C# / C++ Asynchronous reverse pinvoke? - c++

I need to call C# code from a native C/C++ .dll asynchronously.
While searching how to do I found that I could create a C# delegate and get a function pointer from it, which I would use inside my native code.
The problem is that my native code needs to run asynchronously, i.e in a separate thread created from the native code, which means that the native code called from the C# will return to C# before the delegate is called.
I read in another SO question that someone had trouble with this, despite what the MSDN says, because his delegate was garbage collected before it gets called, due to the asynchronous nature of his task.
My question is : is it really posible to call a C# delegate using a function pointer from a native code running in a thread that was created inside the native code ? Thank you.

No, this is a universal bug and not specific to asynchronous code. It is just a bit more likely to byte in your case since you never have the machinery behind [DllImport] to keep you out of trouble. I'll explain why this goes wrong, maybe that helps.
A delegate declaration for a callback method is always required, that's how the CLR knows now to make the call to the method. You often declare it explicitly with the delegate keyword, you might need to apply the [UnmanagedFunctionPointer] attribute if the unmanaged code is 32-bit and assumes the function was written in C or C++. The declaration is important, that's how the CLR knows how the arguments you pass from your native code need to be converted to their managed equivalent. That conversion can be intricate if your native code passes strings, arrays or structures to the callback.
The scenario is heavily optimized in the CLR, important because managed code inevitably runs on an unmanaged operating system. There are a lot of these transitions, you can't see them because most of them happen inside .NET Framework code. This optimization involves a thunk, a sliver of auto-generated machine code that takes care of making the call to foreign method or function. Thunks are created on-the-fly, whenever you make the interop call that uses the delegate. In your case when C# code passes the delegate to your C++ code. Your C++ code gets a pointer to the thunk, a function pointer, you store it and make the callback later.
"You store it" is where the problem starts. The CLR is unaware that you stored the pointer to the thunk, the garbage collector cannot see it. Thunks require memory, usually just a few handful of bytes for the machine code. They don't live forever, the CLR automatically releases the memory when the thunk is no longer needed.
"Is no longer needed" is the rub, your C++ code cannot magically tell the CLR that it no longer is going to make a callback. So the simple and obvious rule it uses is that the thunk is destroyed when the delegate object is garbage collected.
Programmers forever get in trouble with that rule. They don't realize that the life-time of the delegate object is important. Especially tricky in C#, it has a lot of syntax sugar that makes it very easy to create delegate objects. You don't even have to use the new keyword or name the delegate type, just using the target method name is enough. The lifetime of such a delegate object is only the pinvoke call. After the call completes and your C++ code has stored the pointer, the delegate object isn't referenced anywhere anymore so is eligible for garbage collection.
Exactly when that happens, and the thunk is destroyed, is unpredictable. The GC runs only when needed. Could be a nanosecond after you made the call, that's unlikely of course, could be seconds. Most tricky, could be never. Happens in a typical unit test that doesn't otherwise calls GC.Collect() explicitly. Unit tests rarely put enough pressure on the GC heap to induce a collection. It is a bit more likely when you make the callback from another thread, implicit is that other code is running on other threads that make it more likely that a GC is triggered. You'll discover the problem quicker. Nevertheless, the thunk is going to get destroyed in a real program sooner or later. Kaboom when you make the callback in your C++ code after that.
So, rock-hard rule, you must store a reference to the delegate to avoid the premature collection problem. Very simple to do, just store it in a variable in your C# program that is declared static. Usually good enough, you might want to set it explicitly back to null when the C# code tells your C++ code to stop making callbacks, unlikely in your case. Very occasionally, you'd want to use GCHandle.Alloc()instead of a static variable.

Related

C++ calling conventions -- converting between win32 and Linux/GCC?

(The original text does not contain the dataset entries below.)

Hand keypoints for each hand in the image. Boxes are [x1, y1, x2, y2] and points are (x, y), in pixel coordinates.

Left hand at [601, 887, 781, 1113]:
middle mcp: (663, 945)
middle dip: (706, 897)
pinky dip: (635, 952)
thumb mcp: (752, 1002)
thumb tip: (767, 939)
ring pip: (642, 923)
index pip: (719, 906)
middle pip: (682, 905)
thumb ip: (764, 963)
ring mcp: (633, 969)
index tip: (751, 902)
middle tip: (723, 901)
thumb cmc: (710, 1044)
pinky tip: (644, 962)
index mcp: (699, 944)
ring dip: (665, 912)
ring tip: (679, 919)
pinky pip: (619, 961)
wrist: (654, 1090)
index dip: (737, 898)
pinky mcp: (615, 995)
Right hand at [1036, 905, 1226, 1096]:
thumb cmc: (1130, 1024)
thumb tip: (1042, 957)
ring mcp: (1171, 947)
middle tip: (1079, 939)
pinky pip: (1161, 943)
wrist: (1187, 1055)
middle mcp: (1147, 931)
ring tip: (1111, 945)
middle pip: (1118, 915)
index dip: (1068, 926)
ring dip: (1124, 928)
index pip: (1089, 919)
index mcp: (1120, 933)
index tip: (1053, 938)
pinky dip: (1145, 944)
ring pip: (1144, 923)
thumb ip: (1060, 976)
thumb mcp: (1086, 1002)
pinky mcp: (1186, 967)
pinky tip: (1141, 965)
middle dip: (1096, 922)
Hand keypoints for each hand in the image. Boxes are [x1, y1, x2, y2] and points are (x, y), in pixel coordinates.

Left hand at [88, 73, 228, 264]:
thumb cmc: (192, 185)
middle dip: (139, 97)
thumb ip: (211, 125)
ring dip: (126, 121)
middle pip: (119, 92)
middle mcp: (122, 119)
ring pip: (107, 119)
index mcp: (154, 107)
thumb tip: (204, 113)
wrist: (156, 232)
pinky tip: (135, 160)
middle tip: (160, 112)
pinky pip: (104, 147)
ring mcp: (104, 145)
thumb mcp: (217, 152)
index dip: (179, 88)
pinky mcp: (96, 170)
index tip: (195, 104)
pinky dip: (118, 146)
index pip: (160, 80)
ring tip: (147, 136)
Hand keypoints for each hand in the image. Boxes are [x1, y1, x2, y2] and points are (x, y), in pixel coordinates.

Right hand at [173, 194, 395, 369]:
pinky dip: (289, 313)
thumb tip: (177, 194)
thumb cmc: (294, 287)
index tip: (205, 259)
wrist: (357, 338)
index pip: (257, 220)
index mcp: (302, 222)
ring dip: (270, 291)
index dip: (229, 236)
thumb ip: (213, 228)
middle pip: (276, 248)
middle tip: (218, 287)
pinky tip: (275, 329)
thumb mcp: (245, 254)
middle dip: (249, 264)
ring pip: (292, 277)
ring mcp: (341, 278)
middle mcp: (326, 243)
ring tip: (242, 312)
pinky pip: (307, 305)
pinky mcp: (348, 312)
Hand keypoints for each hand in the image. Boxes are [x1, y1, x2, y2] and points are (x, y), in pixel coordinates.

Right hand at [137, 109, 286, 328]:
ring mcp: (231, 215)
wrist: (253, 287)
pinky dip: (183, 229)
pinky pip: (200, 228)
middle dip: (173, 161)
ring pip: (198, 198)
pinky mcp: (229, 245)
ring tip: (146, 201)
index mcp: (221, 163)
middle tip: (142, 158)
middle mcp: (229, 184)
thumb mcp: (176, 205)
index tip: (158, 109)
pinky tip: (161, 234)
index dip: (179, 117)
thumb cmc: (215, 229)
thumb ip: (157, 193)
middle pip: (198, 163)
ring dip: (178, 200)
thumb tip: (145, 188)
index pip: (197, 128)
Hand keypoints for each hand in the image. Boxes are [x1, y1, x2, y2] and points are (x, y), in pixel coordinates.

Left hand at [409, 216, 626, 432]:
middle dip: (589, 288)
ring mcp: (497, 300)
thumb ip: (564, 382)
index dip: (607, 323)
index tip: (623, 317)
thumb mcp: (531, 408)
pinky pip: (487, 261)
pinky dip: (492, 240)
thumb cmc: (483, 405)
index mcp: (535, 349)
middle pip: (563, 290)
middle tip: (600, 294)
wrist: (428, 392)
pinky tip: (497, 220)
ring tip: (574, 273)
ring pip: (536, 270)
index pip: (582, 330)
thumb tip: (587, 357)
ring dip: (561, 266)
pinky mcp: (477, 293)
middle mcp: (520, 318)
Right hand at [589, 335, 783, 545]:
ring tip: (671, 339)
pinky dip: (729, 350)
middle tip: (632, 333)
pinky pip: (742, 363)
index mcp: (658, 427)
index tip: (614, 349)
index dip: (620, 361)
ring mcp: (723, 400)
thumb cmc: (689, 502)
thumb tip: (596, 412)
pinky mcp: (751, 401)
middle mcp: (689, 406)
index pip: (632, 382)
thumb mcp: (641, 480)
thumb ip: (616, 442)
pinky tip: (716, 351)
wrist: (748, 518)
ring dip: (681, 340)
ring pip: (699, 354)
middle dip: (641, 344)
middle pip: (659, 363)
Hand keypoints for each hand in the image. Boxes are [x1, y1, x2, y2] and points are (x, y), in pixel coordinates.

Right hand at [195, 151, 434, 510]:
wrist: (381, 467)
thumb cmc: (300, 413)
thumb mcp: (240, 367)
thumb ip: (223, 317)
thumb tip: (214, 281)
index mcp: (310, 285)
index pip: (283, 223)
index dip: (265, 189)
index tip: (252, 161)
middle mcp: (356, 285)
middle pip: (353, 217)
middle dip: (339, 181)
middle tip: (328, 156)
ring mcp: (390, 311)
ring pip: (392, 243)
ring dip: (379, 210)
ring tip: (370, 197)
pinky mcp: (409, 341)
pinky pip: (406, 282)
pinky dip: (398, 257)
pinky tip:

I'm knee deep in a project to connect Windows OpenVR applications running in Wine directly to Linux native SteamVR via a Winelib wrapper, the idea being to sidestep all the problems with trying to make what is effectively a very complicated device driver run inside Wine itself. I pretty much immediately hit a wall. The problem appears to be related to calling conventions, though I've had trouble getting meaningful information out of winedbg, so there's a chance I'm way way off.
The OpenVR API is C++ and consists primarily of classes filled with virtual methods. The application calls a getter (VR_GetGenericInterface) to acquire a derivative class object implementing those methods from the (closed source) runtime. It then calls those methods directly on the object given to it.
My current attempt goes like this: My wrapped VR_GetGenericInterface returns a custom wrapper class for the requested interface. This class's methods are defined in their own file separately compiled with -mabi=ms. It calls non-member methods in a separate file that is compiled without -mabi=ms, which finally make the corresponding call into the actual runtime.
This seems to work, until the application calls a method that returns a struct of some description. Then the application segfaults on the line the call happened, apparently just after the call returned, as my code isn't anywhere on the stack at that point and I verified with printfs that my wrapped class reaches the point of returning to the app.
This leads me to think there's yet another calling convention gotcha I haven't accounted for yet, related to structs and similar complex types. From googling it appears returning a struct is one of the more poorly-defined things in ABIs typically, but I found no concrete answers or descriptions of the differences.
What is most likely happening, and how can I dig deeper to see what exactly the application is expecting?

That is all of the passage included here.